Action item:
In your copy of the data, omit the pictures and keep all else exactly as given.

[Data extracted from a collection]
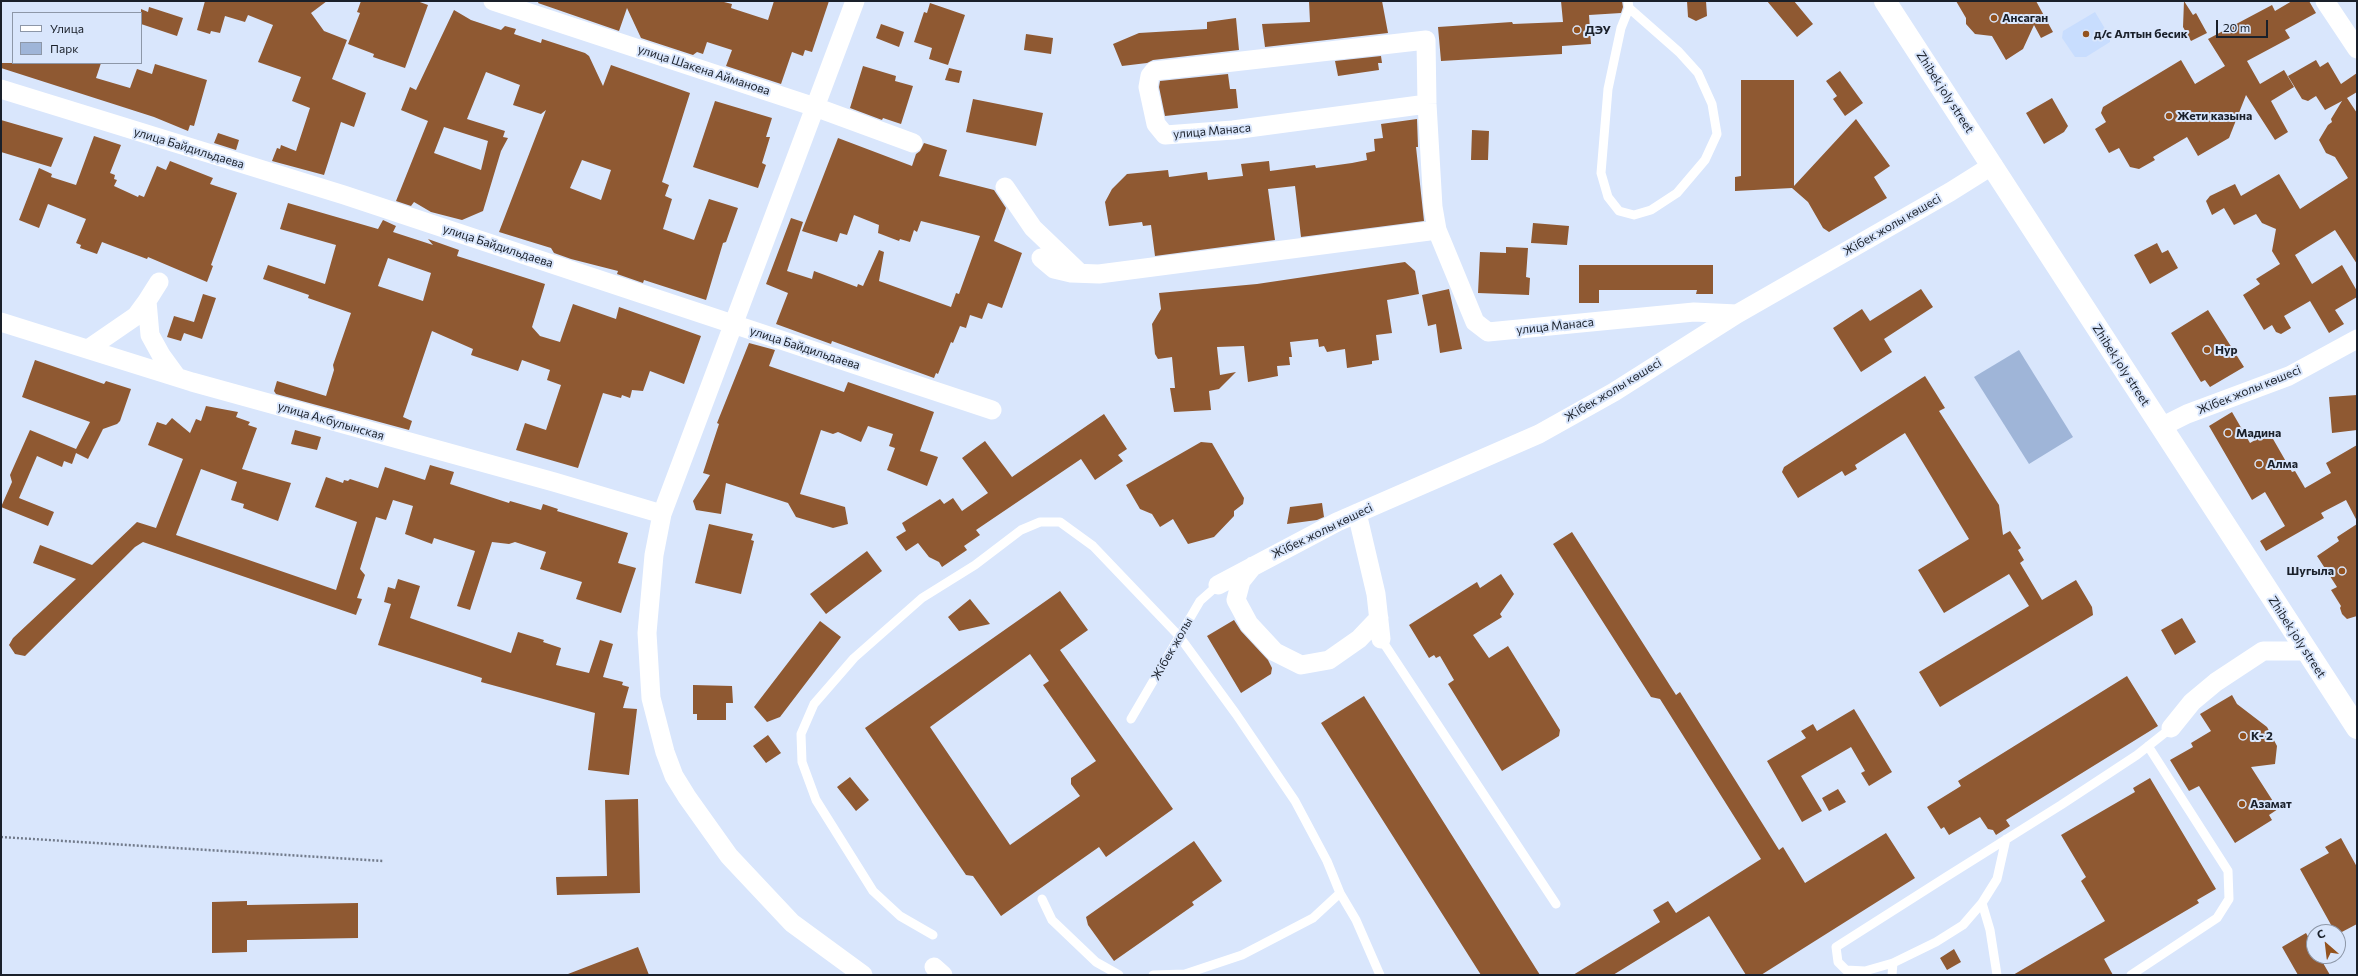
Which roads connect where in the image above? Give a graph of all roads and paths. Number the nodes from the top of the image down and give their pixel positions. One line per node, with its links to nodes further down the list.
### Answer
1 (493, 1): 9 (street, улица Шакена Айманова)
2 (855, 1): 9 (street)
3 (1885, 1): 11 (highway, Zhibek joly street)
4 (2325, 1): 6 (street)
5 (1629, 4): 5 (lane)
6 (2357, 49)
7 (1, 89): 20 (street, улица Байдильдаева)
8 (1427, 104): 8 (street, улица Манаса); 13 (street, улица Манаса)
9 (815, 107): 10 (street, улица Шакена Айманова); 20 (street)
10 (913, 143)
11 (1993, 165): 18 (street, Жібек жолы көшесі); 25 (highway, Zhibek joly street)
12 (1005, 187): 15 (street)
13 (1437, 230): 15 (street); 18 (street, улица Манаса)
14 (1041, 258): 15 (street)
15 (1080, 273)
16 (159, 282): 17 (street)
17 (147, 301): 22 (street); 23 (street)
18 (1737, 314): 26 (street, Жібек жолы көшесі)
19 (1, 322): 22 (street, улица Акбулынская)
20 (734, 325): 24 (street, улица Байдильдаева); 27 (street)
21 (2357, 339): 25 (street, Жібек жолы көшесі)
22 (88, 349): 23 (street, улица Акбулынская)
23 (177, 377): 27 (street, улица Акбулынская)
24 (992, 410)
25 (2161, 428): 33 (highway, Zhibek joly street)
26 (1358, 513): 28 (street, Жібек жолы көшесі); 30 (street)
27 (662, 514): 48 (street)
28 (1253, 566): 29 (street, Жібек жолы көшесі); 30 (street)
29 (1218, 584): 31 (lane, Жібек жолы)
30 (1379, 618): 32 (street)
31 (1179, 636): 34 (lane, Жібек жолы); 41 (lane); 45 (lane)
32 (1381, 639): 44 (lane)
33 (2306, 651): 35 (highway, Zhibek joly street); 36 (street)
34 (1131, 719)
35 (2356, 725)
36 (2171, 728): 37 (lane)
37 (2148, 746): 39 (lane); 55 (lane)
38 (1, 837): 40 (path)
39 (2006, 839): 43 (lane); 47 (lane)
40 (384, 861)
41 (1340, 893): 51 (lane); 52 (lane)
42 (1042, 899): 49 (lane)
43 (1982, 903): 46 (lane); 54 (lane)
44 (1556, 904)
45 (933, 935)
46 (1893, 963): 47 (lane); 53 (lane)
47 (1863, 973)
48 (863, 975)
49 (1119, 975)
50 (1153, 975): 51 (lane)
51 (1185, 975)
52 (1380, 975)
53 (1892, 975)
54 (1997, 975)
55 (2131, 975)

Task output:
Which roads connect where in the image above? Give a graph of all roads and paths. Number the nodes from the top of the image down and give their pixel positions. One line per node, with its links to nodes further down the list.
### Answer
1 (493, 1): 9 (street, улица Шакена Айманова)
2 (855, 1): 9 (street)
3 (1885, 1): 11 (highway, Zhibek joly street)
4 (2325, 1): 6 (street)
5 (1629, 4): 5 (lane)
6 (2357, 49)
7 (1, 89): 20 (street, улица Байдильдаева)
8 (1427, 104): 8 (street, улица Манаса); 13 (street, улица Манаса)
9 (815, 107): 10 (street, улица Шакена Айманова); 20 (street)
10 (913, 143)
11 (1993, 165): 18 (street, Жібек жолы көшесі); 25 (highway, Zhibek joly street)
12 (1005, 187): 15 (street)
13 (1437, 230): 15 (street); 18 (street, улица Манаса)
14 (1041, 258): 15 (street)
15 (1080, 273)
16 (159, 282): 17 (street)
17 (147, 301): 22 (street); 23 (street)
18 (1737, 314): 26 (street, Жібек жолы көшесі)
19 (1, 322): 22 (street, улица Акбулынская)
20 (734, 325): 24 (street, улица Байдильдаева); 27 (street)
21 (2357, 339): 25 (street, Жібек жолы көшесі)
22 (88, 349): 23 (street, улица Акбулынская)
23 (177, 377): 27 (street, улица Акбулынская)
24 (992, 410)
25 (2161, 428): 33 (highway, Zhibek joly street)
26 (1358, 513): 28 (street, Жібек жолы көшесі); 30 (street)
27 (662, 514): 48 (street)
28 (1253, 566): 29 (street, Жібек жолы көшесі); 30 (street)
29 (1218, 584): 31 (lane, Жібек жолы)
30 (1379, 618): 32 (street)
31 (1179, 636): 34 (lane, Жібек жолы); 41 (lane); 45 (lane)
32 (1381, 639): 44 (lane)
33 (2306, 651): 35 (highway, Zhibek joly street); 36 (street)
34 (1131, 719)
35 (2356, 725)
36 (2171, 728): 37 (lane)
37 (2148, 746): 39 (lane); 55 (lane)
38 (1, 837): 40 (path)
39 (2006, 839): 43 (lane); 47 (lane)
40 (384, 861)
41 (1340, 893): 51 (lane); 52 (lane)
42 (1042, 899): 49 (lane)
43 (1982, 903): 46 (lane); 54 (lane)
44 (1556, 904)
45 (933, 935)
46 (1893, 963): 47 (lane); 53 (lane)
47 (1863, 973)
48 (863, 975)
49 (1119, 975)
50 (1153, 975): 51 (lane)
51 (1185, 975)
52 (1380, 975)
53 (1892, 975)
54 (1997, 975)
55 (2131, 975)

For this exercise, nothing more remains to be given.